U.N. Legal Counsel Will Depart in August
BY BENNY AVNI
March 17, 2008
In one of his first acts upon taking over at the United Nations last year, Secretary General Ban ended a practice that allowed some staffers — including the U.N.'s top legal authority — to bypass, if not outright violate, staff rules.
As Mr. Ban launches the next phase of his power consolidation in coming weeks with an expected major personnel reshuffle at the top of the institution, the story of the U.N. legal counsel, Nicolas Michel — and how the Swiss government paid his housing and other expenses under Mr. Ban's predecessor Kofi Annan — is instructive. Even more instructive is Mr. Ban's decision to end this arrangement.
Several top officials of Mr. Annan's era are expected to depart from Turtle Bay along with Mr. Michel, who told me Friday he will leave after his contract expires in August. The decisions made by Mr. Ban will be closely examined as he fills soon to be vacant top spots at the U.N.'s most powerful offices, such as the peacekeeping and management departments. So far, Mr. Ban has led by example, but failed to make the bureaucracy follow.
Mr. Michel, a mild-mannered 59-year-old Swiss law professor who had served as his country's legal adviser, came to the U.N. in May 2004. His tenure's legacy will forever be tied to the international tribunal designed to try the assassins of Lebanon's former Prime Minister Hariri. In building the tribunal's foundations, Mr. Michel has tirelessly and expertly navigated the pitfalls of Beirut's politics, which included facing Syria's very dangerous ire.
When the Swiss government first approached him four years ago about a U.N. appointment, Mr. Michel was intrigued. But he needed to know about the salary and benefits involved, and specifically whether he could afford living in New York with a family that included six children of school age.

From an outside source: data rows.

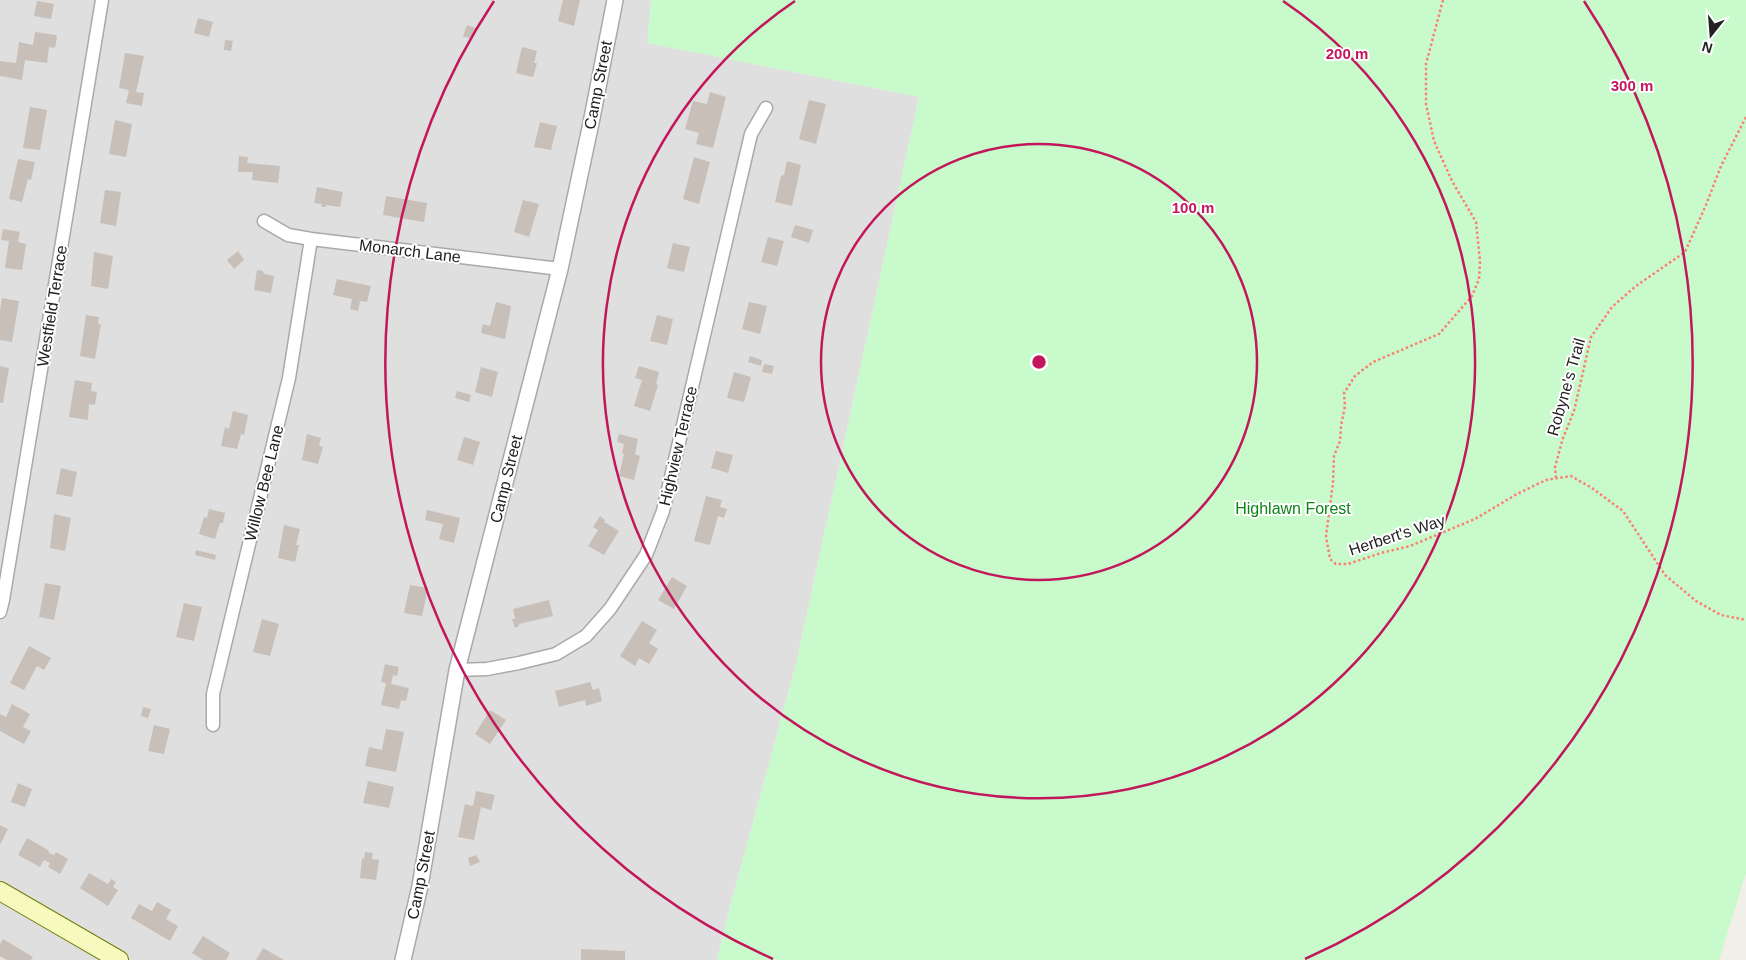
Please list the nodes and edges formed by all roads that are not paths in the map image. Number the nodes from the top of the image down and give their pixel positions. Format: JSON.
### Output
{"nodes":[{"id":1,"x":102,"y":0,"type":"edge"},
{"id":2,"x":614,"y":0,"type":"edge"},
{"id":3,"x":766,"y":108,"type":"dead end"},
{"id":4,"x":264,"y":221,"type":"dead end"},
{"id":5,"x":311,"y":240,"type":"junction"},
{"id":6,"x":560,"y":269,"type":"junction"},
{"id":7,"x":0,"y":612,"type":"edge"},
{"id":8,"x":457,"y":670,"type":"junction"},
{"id":9,"x":213,"y":725,"type":"dead end"},
{"id":10,"x":0,"y":891,"type":"edge"},
{"id":11,"x":119,"y":960,"type":"edge"},
{"id":12,"x":403,"y":960,"type":"edge"}],
"edges":[{"from":1,"to":7,"type":"street","name":"Westfield Terrace"},
{"from":2,"to":6,"type":"street","name":"Camp Street"},
{"from":3,"to":8,"type":"street","name":"Highview Terrace"},
{"from":4,"to":5,"type":"street","name":"Monarch Lane"},
{"from":5,"to":6,"type":"street","name":"Monarch Lane"},
{"from":5,"to":9,"type":"street","name":"Willow Bee Lane"},
{"from":6,"to":8,"type":"street","name":"Camp Street"},
{"from":8,"to":12,"type":"street","name":"Camp Street"},
{"from":10,"to":11,"type":"main road"}]}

After hearing the answer, "I said I can't accept this position," he told me last week. It was up to the Swiss government and the Annan administration to find a solution.
According to U.N. Staff Regulation 1.2(j), "no staff member shall accept any honor, decoration, favor, gift, or remuneration from any government." This rule — a source of embarrassment for U.N. officials who ended up violating it — was designed to flesh out article 100 of the U.N. charter, which tried to create a class of loyal international civil servants who "shall not seek or receive instructions from any government."
Through the years, Turtle Bay has become a place where the rules are there for the bending. The arrangement between Berne and Mr. Annan's top aides allowed the Swiss government to bypass regulation 1.2(j) by subsidizing rental fees at a Westchester County residence to accommodate Mr. Michel's housing needs, as well as contributing to his retirement fund.
The arrangement "was done without my participation and before I accepted the position" of U.N. undersecretary general, Mr. Michel told me. He also showed me several official documents from Mr. Annan's era, saying staffers should play by rules such as 1.2(j) – except when "expressly authorized by the Secretary General" to do otherwise. This practice was "very well established" at Turtle Bay "for decades," Mr. Michel said.
This and similar arrangements were not disclosed to the public or to lesser staffers who could only dream of similar flexibility in obeying house rules. Mr. Michel did not have on hand the exact figure of government subsidies he had received, but he did not dispute my estimate that they added up to at least a high five-digit sum a year.
Once Mr. Ban arrived, Mr. Michel told the new chief about the housing subsidy Mr. Annan had authorized. "I want to change it," Mr. Ban immediately said, according to Mr. Michel, and the practice ended. A stickler for the rules, Mr. Ban has similarly tightened several other corner-cutting arrangements that allowed, for example, only the secretary general to be exempt from financial disclosures demanded from all top managers. Mr. Michel is an honest, straight shooting, and effective public servant. I tend to agree he was not at fault for going along with arrangements that in effect had allowed him to break the rules. Mr. Ban showed his desire to end such absurd anomalies, but others at the U.N. will follow only if he appoints strong and capable managers with like-minded sensibilities.